COMPARISON OF EXPOSURE, BAKE, AND DISSOLUTION CHARACTERISTICS OF ELECTRON-BEAM AND OPTICALLY EXPOSED CHEMICALLY AMPLIFIED RESISTS

Fourier-transform infrared (FTIR) spectrometry and dissolution rate measurements are used to compare chemical-physical mechanisms in electron beam and deep-ultraviolet (UV) optical exposure of a chemically amplified negative crosslinking resist, Shipley XP-8843 (SNR-248). In contrast to optical exposure, up to 20% of the maximum extent of reaction by the melamine crosslinking agent, as measured by the change in peak-to-peak absorbance of the infrared (IR) spectrum at 990-1070 cm-1, was observed after electron beam exposure at nominal exposure doses of 0.5-3-mu-C/cm2. For both electron-beam and optical exposure, the kinetics of the acidcatalyzed crosslinking reactions during the postexposure bake (PEB) were similar and the saturation value of the crosslinking reaction measured by the FTIR was identical.

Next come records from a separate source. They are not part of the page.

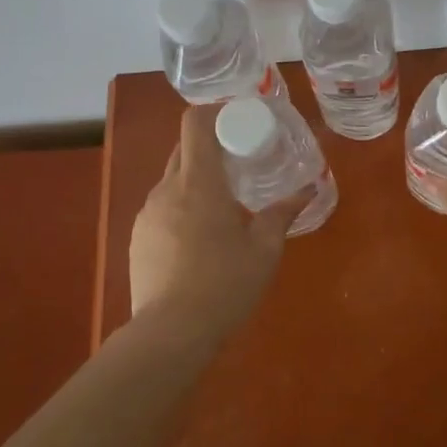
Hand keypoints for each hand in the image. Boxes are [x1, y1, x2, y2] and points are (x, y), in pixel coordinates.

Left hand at [130, 104, 311, 327]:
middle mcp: (167, 189)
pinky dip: (182, 208)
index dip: (215, 113)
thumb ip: (283, 214)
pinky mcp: (138, 237)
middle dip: (211, 147)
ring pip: (173, 180)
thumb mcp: (265, 250)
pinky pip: (162, 208)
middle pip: (185, 149)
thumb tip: (307, 190)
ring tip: (223, 205)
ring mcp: (147, 213)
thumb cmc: (225, 284)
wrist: (171, 333)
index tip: (239, 122)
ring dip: (197, 181)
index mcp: (199, 182)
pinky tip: (199, 239)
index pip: (195, 123)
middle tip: (241, 163)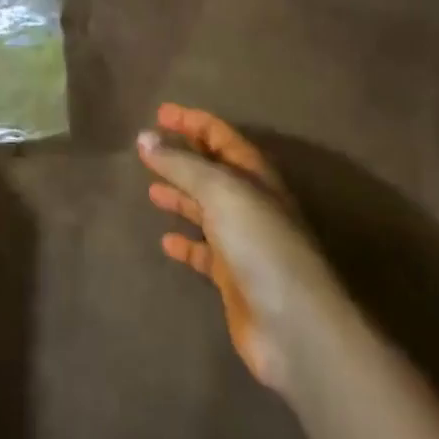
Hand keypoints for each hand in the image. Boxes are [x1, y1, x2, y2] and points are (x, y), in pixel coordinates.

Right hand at [137, 103, 338, 390]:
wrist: (294, 325)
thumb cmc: (259, 242)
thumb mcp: (219, 191)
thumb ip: (181, 164)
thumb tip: (144, 137)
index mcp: (253, 173)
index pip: (219, 134)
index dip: (191, 121)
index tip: (159, 113)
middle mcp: (249, 201)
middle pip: (211, 169)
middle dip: (181, 156)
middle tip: (147, 148)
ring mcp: (242, 240)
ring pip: (205, 209)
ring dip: (180, 196)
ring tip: (150, 190)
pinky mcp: (233, 277)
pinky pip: (203, 252)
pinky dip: (186, 243)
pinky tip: (165, 241)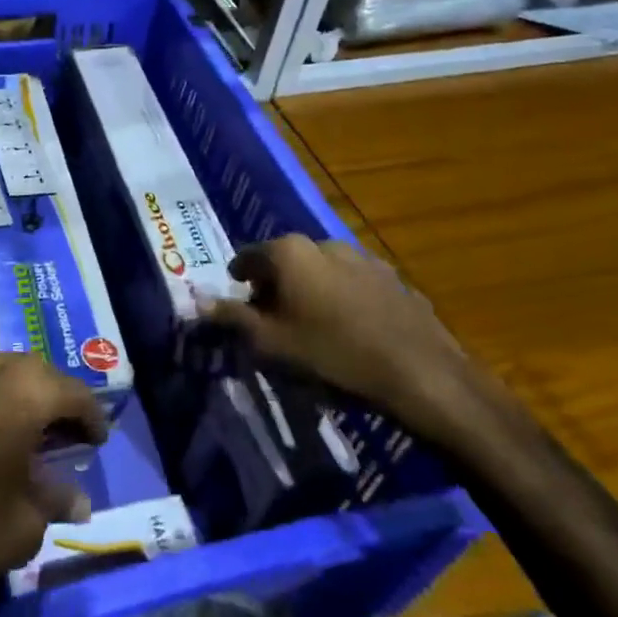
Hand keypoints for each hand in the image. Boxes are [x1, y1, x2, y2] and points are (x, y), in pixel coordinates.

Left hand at [0, 352, 107, 616]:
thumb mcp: (16, 531)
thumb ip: (52, 504)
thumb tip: (76, 498)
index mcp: (19, 393)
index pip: (70, 391)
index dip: (91, 416)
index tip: (99, 441)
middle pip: (31, 370)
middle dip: (53, 396)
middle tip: (64, 433)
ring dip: (15, 394)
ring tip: (23, 432)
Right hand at [205, 235, 477, 444]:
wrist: (420, 373)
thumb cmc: (332, 355)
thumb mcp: (270, 343)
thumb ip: (231, 318)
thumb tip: (197, 300)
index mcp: (289, 252)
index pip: (247, 258)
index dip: (239, 283)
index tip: (241, 309)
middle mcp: (323, 243)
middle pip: (285, 261)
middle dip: (275, 287)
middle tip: (275, 324)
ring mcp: (363, 257)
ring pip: (321, 271)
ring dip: (311, 292)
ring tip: (314, 329)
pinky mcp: (393, 277)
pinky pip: (353, 284)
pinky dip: (343, 300)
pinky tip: (351, 332)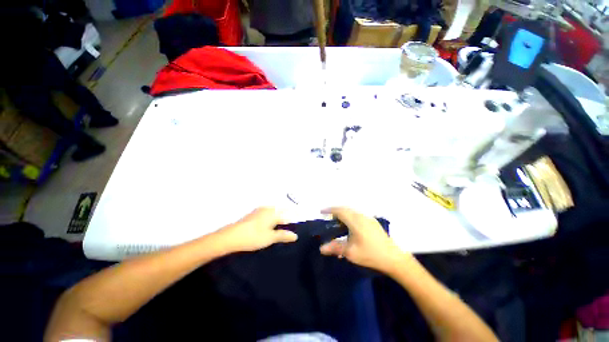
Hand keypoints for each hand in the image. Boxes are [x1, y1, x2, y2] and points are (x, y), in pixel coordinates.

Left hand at [218, 207, 297, 252]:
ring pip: (274, 212)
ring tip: (282, 226)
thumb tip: (295, 236)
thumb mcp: (270, 238)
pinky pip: (267, 213)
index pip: (287, 215)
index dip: (294, 218)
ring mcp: (260, 210)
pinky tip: (270, 225)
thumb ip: (283, 235)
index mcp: (273, 213)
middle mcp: (268, 209)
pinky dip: (272, 218)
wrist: (231, 236)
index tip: (299, 223)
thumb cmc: (253, 237)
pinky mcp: (253, 214)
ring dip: (279, 217)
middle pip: (281, 212)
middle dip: (287, 217)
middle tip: (292, 225)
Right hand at [320, 207, 410, 273]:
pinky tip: (350, 228)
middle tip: (328, 218)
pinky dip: (350, 217)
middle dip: (336, 211)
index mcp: (355, 221)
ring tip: (338, 223)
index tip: (321, 212)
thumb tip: (321, 248)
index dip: (329, 210)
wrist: (394, 258)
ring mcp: (369, 219)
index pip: (340, 211)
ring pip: (352, 212)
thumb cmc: (370, 254)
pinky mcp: (373, 223)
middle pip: (346, 209)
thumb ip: (335, 248)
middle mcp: (362, 216)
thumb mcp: (350, 252)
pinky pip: (358, 216)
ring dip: (343, 214)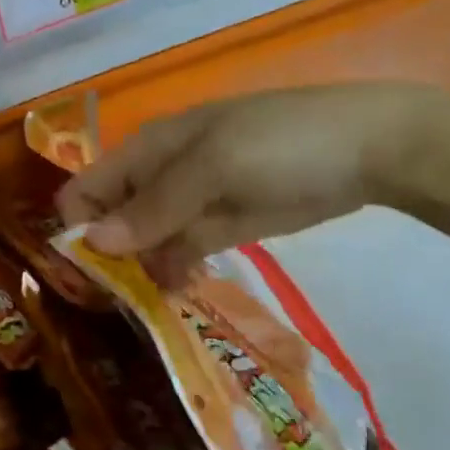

A plot of the dissolution rate versus the degree of crosslinking for normal lithographic doses was single-valued and tended to follow comparable data for optical exposure. When doses > 5-mu-C/cm2 are used without a PEB, the slowing of the dissolution rate is less than expected from IR spectral change. Contrary to typical electron beam exposed negative resists, slightly underexposing small features produced a reentrant profile apparently owing to the high contrast of this resist.